Chapitre 6 — La désinstitutionnalisation au Québec, 45 ans plus tard

Les chapitres précédents portent en très grande partie sur le contexte qui a mené à la désinstitutionnalisation au cours des années 1960 et 1970 et sur ses conséquences. Dans ce sixième et dernier chapitre, Marie-Ève Carle, Lauri Kirouac et Henri Dorvil se penchent plutôt sur les défis actuels liés à la réorganisation des services sociaux et de santé au Québec, et ce, en s’appuyant sur le point de vue des usagers. Les auteurs constatent que les méthodologies, tant thérapeutiques que de recherche, ont évolué au fil du temps et que l’expertise professionnelle est moins privilégiée, faisant place au savoir expérientiel.
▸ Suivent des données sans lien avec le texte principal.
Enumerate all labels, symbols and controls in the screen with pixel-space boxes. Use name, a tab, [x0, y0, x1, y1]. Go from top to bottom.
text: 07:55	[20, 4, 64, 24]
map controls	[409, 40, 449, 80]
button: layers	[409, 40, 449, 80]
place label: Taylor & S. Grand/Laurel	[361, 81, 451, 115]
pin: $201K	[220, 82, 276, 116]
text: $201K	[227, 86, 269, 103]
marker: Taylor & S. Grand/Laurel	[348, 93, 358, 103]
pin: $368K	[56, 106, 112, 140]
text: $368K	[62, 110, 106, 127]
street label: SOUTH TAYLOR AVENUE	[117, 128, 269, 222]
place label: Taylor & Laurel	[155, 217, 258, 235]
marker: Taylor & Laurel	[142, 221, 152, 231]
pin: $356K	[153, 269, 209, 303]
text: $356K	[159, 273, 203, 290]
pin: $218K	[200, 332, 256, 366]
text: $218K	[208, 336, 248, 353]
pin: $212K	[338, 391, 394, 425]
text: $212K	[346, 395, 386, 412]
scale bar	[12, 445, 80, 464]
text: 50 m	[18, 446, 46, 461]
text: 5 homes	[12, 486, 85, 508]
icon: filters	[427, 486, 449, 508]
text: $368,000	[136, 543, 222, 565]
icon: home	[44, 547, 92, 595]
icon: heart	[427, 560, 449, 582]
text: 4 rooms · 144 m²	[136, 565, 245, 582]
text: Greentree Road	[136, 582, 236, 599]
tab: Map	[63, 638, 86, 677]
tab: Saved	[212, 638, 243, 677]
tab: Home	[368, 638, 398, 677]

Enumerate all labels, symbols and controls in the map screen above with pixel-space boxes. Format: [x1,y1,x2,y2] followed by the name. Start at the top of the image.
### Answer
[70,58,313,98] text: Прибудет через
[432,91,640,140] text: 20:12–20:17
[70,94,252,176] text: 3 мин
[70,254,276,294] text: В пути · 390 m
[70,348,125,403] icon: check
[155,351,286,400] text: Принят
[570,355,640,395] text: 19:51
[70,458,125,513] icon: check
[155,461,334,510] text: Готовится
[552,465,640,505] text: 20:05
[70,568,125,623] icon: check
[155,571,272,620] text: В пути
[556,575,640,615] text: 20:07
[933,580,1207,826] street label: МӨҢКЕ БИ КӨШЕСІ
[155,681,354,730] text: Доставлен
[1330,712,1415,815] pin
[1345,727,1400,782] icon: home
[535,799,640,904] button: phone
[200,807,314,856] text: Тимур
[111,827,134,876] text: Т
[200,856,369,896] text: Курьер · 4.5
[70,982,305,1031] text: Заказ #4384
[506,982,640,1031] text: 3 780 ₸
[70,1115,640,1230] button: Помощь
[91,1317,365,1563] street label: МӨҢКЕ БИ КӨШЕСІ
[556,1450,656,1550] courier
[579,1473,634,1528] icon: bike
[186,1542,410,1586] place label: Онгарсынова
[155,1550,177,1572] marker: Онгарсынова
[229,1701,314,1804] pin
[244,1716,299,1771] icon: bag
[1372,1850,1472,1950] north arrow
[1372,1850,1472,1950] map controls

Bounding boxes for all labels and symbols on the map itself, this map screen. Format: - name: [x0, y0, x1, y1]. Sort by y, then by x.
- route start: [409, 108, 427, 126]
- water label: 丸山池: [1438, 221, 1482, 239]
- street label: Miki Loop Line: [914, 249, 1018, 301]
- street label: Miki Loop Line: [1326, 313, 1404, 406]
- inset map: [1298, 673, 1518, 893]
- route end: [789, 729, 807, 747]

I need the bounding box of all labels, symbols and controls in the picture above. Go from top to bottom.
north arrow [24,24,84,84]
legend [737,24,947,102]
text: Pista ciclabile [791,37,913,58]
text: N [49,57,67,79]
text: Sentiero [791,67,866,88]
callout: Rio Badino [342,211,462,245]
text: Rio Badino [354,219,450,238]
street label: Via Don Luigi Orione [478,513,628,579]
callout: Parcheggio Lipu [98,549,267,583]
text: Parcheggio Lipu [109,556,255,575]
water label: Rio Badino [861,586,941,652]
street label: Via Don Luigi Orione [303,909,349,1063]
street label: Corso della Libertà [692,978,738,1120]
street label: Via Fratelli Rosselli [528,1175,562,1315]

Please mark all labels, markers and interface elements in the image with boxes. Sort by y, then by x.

Malgré ce changement fondamental, les témoignages des personnes interrogées démontrent les difficultés du système à prendre en charge les individus, tant sur le plan des dimensions sociales et économiques que psychologiques. Pour Carle, Kirouac et Dorvil, il s’agit de dimensions qui sont indissociables et qui nécessitent par conséquent une intervention concertée.

Conclusion

Signé Martin Pâquet, le chapitre de conclusion vise essentiellement à établir les différents paradoxes épistémologiques sur la recherche portant sur la désinstitutionnalisation. Historiquement, l’individu qui souffre de problème de santé mentale est considéré comme un simple objet de recherche plutôt qu’un acteur de changement. Ce faisant, une relation de pouvoir s’est installée entre l’individu et l’expert. Cette relation de pouvoir est également perpétuée par la logique économique qui prévaut dans les établissements de santé et de services sociaux et qui transforme la personne souffrant de problèmes de santé mentale en une simple cliente. Pâquet incite les historiennes ou historiens, tout comme les travailleuses ou travailleurs sociaux, les médecins et les administratrices ou administrateurs des services sociaux ou de santé, à se conscientiser quant aux inégalités occasionnées par ces rapports de pouvoir. L’expérience humaine doit être au coeur de la recherche, mais aussi au coeur de l’administration des services.

Réflexion

Désinstitutionnalisation psychiatrique en Acadie, en Ontario francophone et au Québec 1930-2013 permet de comprendre non seulement l’évolution des services de santé mentale dans le contexte canadien-français, mais aussi leur administration actuelle. Il s’agit donc d’un outil précieux pour toute personne intéressée par ce domaine. Le contenu et la structure de l’ouvrage le rendent accessible à toutes et à tous. De plus, les étudiantes et les étudiants qui cherchent constamment à établir des liens entre la théorie et la formation pratique apprécieront certainement sa lecture puisqu’il regroupe plusieurs mises en situation tirées du vécu de personnes psychiatrisées. Ces mises en situation permettent de visualiser la répercussion des différentes pratiques institutionnelles sur la population au fil du temps. Enfin, les diverses pistes de réflexion proposées par les auteures et auteurs collaborant à l’ouvrage contribuent à éveiller l’esprit critique des lectrices et des lecteurs, notamment en les conscientisant aux différentes formes d’oppression dont sont victimes les personnes aux prises avec un problème de santé mentale, particulièrement dans un contexte francophone minoritaire.